我正在关注Apache Pig页面here中的PigUnit测试示例。我尝试使用Maven项目在Eclipse中执行代码示例。我已经在pom.xml中添加了Pig和PigUnit依赖项,尝试了0.14和0.15版本。
这是来自Apache Pig页面的PigUnit测试代码(我用课程附上了它):
@Test
public void testTop2Queries() {
String[] args = {
"n=2",
};
PigTest test = new PigTest("top_queries.pig", args);
String[] input = {
"yahoo",
"yahoo",
"yahoo",
"twitter",
"facebook",
"facebook",
"linkedin",
};
String[] output = {
"(yahoo,3)",
"(facebook,2)",
};
test.assertOutput("data", input, "queries_limit", output);
}
和Pig脚本,也复制了:
data = LOAD 'input' AS (query:CHARARRAY);
queries_group = GROUP data BY query;
queries_count = FOREACH queries_group GENERATE group AS query, COUNT(data) AS total;
queries_ordered = ORDER queries_count BY total DESC, query;
queries_limit = LIMIT queries_ordered 2;
STORE queries_limit INTO 'output';
然而,当我尝试Run As>时,我遇到了这个结果。 JUnit测试:
org.apache.pig.impl.logicalLayer.FrontendException: ERROR 1066: Unable to open iterator for alias queries_limit
at org.apache.pig.PigServer.openIterator(PigServer.java:935)
...[truncated]
Caused by: java.io.IOException: Couldn't retrieve job.

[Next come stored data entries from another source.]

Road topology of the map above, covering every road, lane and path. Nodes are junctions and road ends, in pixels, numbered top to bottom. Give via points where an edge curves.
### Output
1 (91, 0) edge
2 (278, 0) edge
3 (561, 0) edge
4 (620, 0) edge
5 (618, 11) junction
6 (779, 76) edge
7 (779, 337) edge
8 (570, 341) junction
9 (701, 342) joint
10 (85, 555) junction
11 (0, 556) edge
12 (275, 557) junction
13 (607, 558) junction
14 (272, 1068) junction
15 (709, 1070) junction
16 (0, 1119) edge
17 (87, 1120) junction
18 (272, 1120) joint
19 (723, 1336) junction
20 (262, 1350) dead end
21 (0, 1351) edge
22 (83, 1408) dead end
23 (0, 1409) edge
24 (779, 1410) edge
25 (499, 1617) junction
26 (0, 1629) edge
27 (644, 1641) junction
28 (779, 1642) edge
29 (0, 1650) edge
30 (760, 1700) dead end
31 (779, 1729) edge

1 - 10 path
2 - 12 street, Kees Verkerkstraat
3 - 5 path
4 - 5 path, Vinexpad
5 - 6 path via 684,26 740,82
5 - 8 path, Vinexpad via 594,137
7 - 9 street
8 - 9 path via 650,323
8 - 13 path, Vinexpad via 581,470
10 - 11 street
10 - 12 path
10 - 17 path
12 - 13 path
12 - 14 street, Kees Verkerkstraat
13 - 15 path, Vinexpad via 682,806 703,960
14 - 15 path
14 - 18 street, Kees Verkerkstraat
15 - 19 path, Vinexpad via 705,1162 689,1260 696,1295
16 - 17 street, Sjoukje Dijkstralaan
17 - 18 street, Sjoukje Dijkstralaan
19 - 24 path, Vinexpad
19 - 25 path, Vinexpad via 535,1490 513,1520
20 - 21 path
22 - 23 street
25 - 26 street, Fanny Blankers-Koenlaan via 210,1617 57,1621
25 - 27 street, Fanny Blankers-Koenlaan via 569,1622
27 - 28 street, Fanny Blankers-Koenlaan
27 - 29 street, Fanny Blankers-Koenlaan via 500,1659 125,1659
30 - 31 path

at org.apache.pig.PigServer.store(PigServer.java:999)
at org.apache.pig.PigServer.openIterator(PigServer.java:910)
... 28 more
这是我得到的控制台输出:
STORE queries_limit INTO 'output';
--> none
data: {query: chararray}
data = LOAD 'input' AS (query:CHARARRAY);
--> data = LOAD 'file:/tmp/temp-820202225/tmp-1722948946' USING PigStorage('\t') AS (
query: chararray
);
STORE queries_limit INTO 'output';
--> none
看起来Pig脚本正在尝试加载本地文件系统数据以便输入'而不是使用Java String[]
变量'输入'变量
任何人都可以帮忙吗?
答案 0 :(得分:2)
在进入解决方案之前,我想评论一下pig脚本是从本地磁盘加载的事实。当pig覆盖一个语句并为它提供模拟数据时,它会在本地磁盘上创建一个文件并加载它。这就是你看到该文件被加载的原因。如果查看该文件,您应该看到您在字符串数组中提供的数据,输入。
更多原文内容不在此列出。